A Saturnalia Prank
by Josephine Balmer
The Roman festival of Saturnalia began on 17th December, a day on which jokes were played and gifts were given, and is thought to be the origin of our own custom of Christmas gift-giving and merry-making. In the following poem (Catullus 14), first published in Bloodaxe Books’ Catullus: Poems of Love and Hate, the first century BC Roman poet Catullus receives a joke-present of a collection of bad poetry from his friend, the renowned lawyer, Licinius Calvus. Here, Catullus pretends to assume, as a wilful tease, that the verse must have been sent to Calvus as payment by one of his disreputable criminal clients; in particular, the poem mentions Vatinius, a notorious associate of Julius Caesar whom Calvus had unsuccessfully prosecuted in 54 BC (according to Seneca, during Calvus’s speech Vatinius had leapt up and protested: ‘Should I be condemned because he is so eloquent?’). Poetic jokes often seemed to have flown between Catullus and Calvus and in this poem, Catullus vows to repay Calvus’s ‘gift’ in full by sending him some worse poetry back – the doggerel versifiers Catullus singles out for mention, Caesius, Aquinus and Suffenus, are not otherwise known although Suffenus reappears in another of Catullus’s poems (22) as a writer so deluded that he buys the finest paper and high quality writing materials on which to write his execrable verse
Catullus’s Saturnalia Gift
If I didn’t love you, sweet teasing Calvus,
far more than my own eyes, then for today’s gift
I’d hate you with the hate of Vatinius;
for what have I said or done to deserve it
that you’re killing me now with all these poets?

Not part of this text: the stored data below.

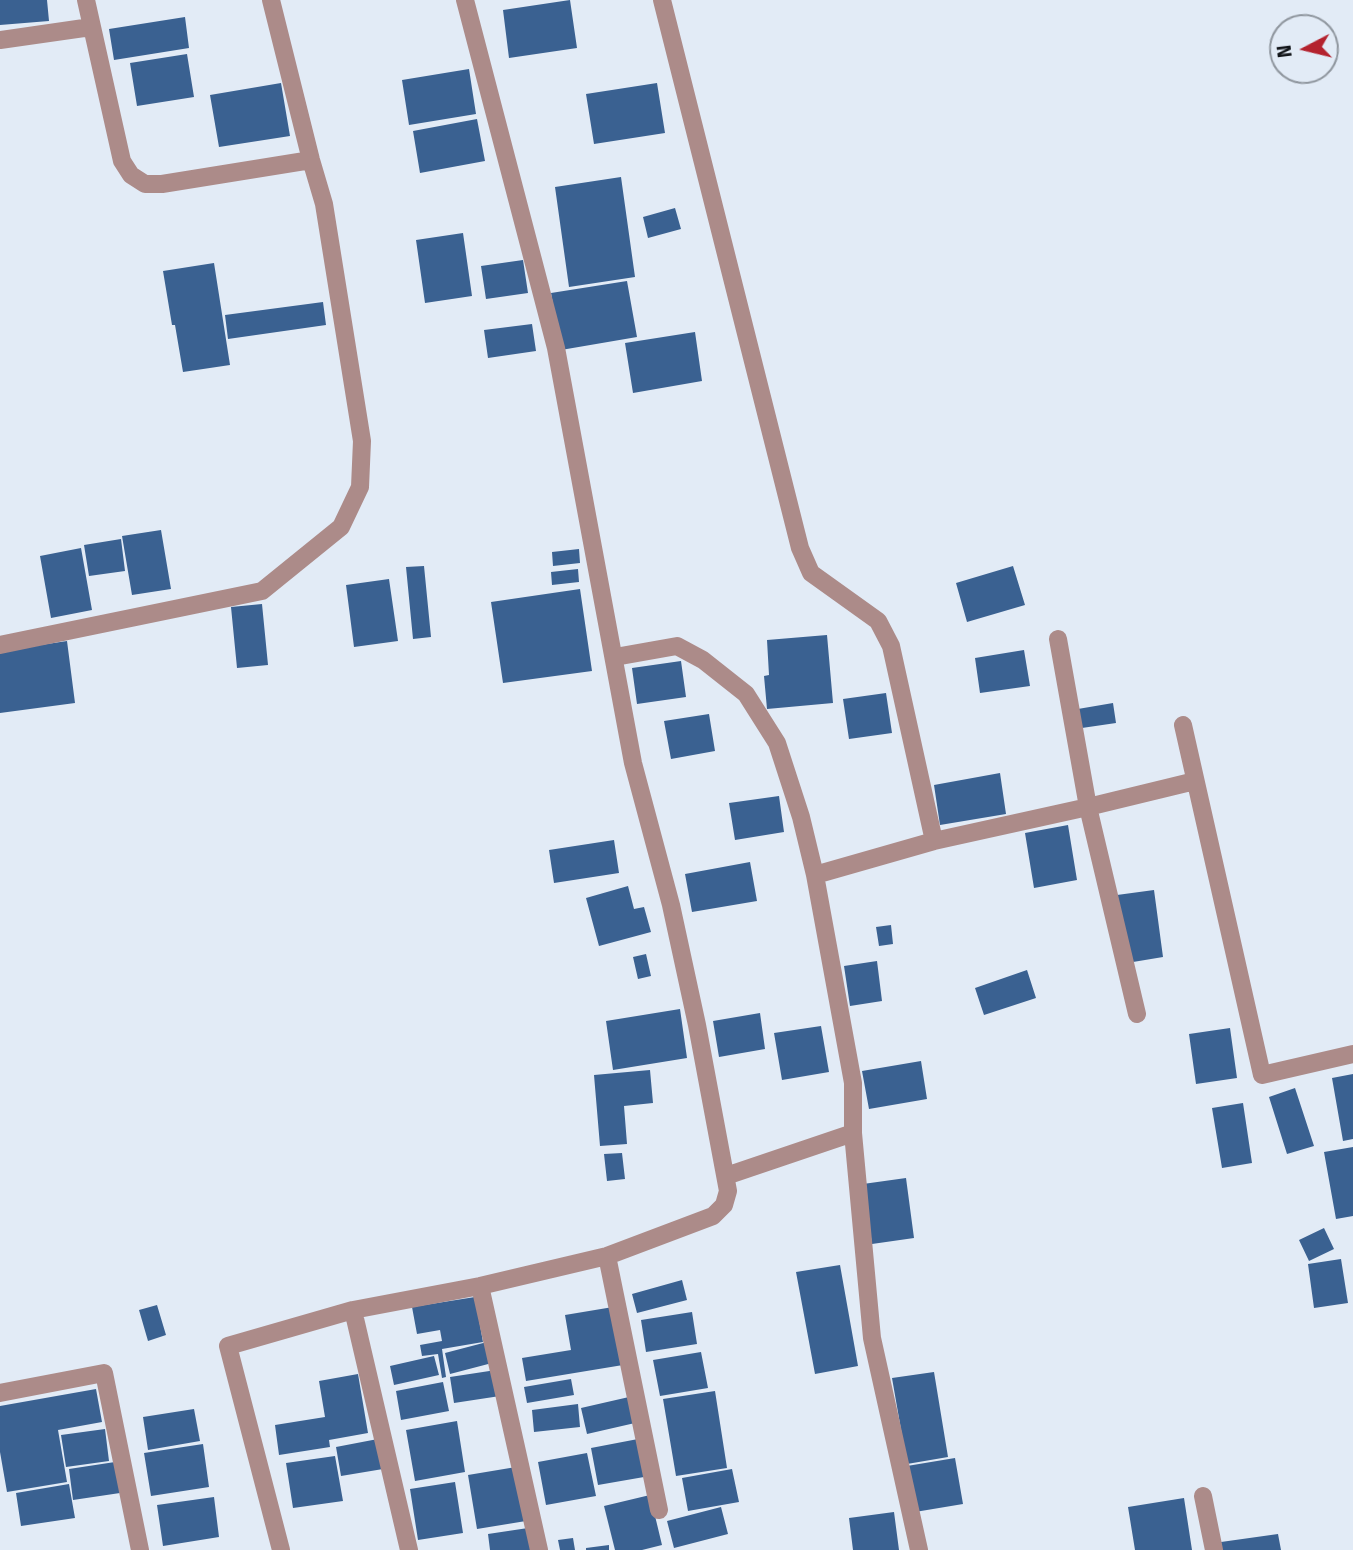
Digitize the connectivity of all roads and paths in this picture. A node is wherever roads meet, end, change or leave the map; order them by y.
1 (86, 0) edge
2 (271, 0) edge
3 (466, 0) edge
4 (662, 0) edge
5 (91, 27) junction
6 (0, 40) edge
7 (311, 160) junction
8 (1058, 639) dead end
9 (0, 645) edge
10 (615, 657) junction
11 (1183, 725) dead end
12 (1195, 781) junction
13 (1088, 807) junction
14 (934, 841) junction
15 (815, 875) junction
16 (1137, 1014) dead end
17 (1353, 1054) edge
18 (853, 1133) junction
19 (726, 1176) junction
20 (607, 1256) junction
21 (480, 1286) junction
22 (353, 1310) junction
23 (0, 1393) edge
24 (1202, 1496) dead end
25 (659, 1510) dead end
26 (141, 1550) edge
27 (281, 1550) edge
28 (409, 1550) edge
29 (539, 1550) edge
30 (919, 1550) edge
31 (1214, 1550) edge

1 - 5 street
2 - 7 street
3 - 10 street
4 - 14 street
5 - 6 street
5 - 7 street
7 - 9 street
8 - 13 street
10 - 15 street
10 - 19 street
11 - 12 street
12 - 13 street
12 - 17 street
13 - 14 street
13 - 16 street
14 - 15 street
15 - 18 street
18 - 19 street
18 - 30 street
19 - 20 street
20 - 21 street
20 - 25 street
21 - 22 street
21 - 29 street
22 - 27 street
22 - 28 street
23 - 26 street
24 - 31 street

May the gods frown down on whichever client
settled accounts with this roll of miscreants
(unless, as I suspect, it’s that school-master
Sulla, writing off debts by setting these texts,
then I bear no hate, have no complaint to make:
at least your hard work receives due recompense).

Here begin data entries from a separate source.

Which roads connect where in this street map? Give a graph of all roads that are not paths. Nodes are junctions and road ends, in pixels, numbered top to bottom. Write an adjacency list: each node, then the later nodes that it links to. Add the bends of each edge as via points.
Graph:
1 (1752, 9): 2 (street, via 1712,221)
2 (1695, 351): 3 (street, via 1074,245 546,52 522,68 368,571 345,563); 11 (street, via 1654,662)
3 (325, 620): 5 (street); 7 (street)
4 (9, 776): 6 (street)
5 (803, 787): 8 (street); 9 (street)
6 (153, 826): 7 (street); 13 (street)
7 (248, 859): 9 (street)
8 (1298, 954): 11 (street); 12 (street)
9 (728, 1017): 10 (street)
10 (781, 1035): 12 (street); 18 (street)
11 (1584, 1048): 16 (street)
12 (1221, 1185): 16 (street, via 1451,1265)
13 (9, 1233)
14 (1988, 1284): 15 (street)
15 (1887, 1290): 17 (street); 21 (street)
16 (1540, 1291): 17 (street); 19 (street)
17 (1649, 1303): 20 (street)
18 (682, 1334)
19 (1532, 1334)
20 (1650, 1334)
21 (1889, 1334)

God, here’s as cursed a verse as one might expect –
a book, I know, you sent to your Catullus
to finish him off, to floor and to bore us
on Saturnalia, our day for pleasure.
No, not so fast, you can’t escape, my false friend,
for if this long night of torment ever ends
I’m off to the bookshops to buy Caesius,
Aquinus and Suffenus, all poison pens,
to pay you back in full for your own torture.
Until then, goodbye, farewell, it’s time to quit:
let those bad feet limp away, lines and couplets,
disease of the age, unreadable poets.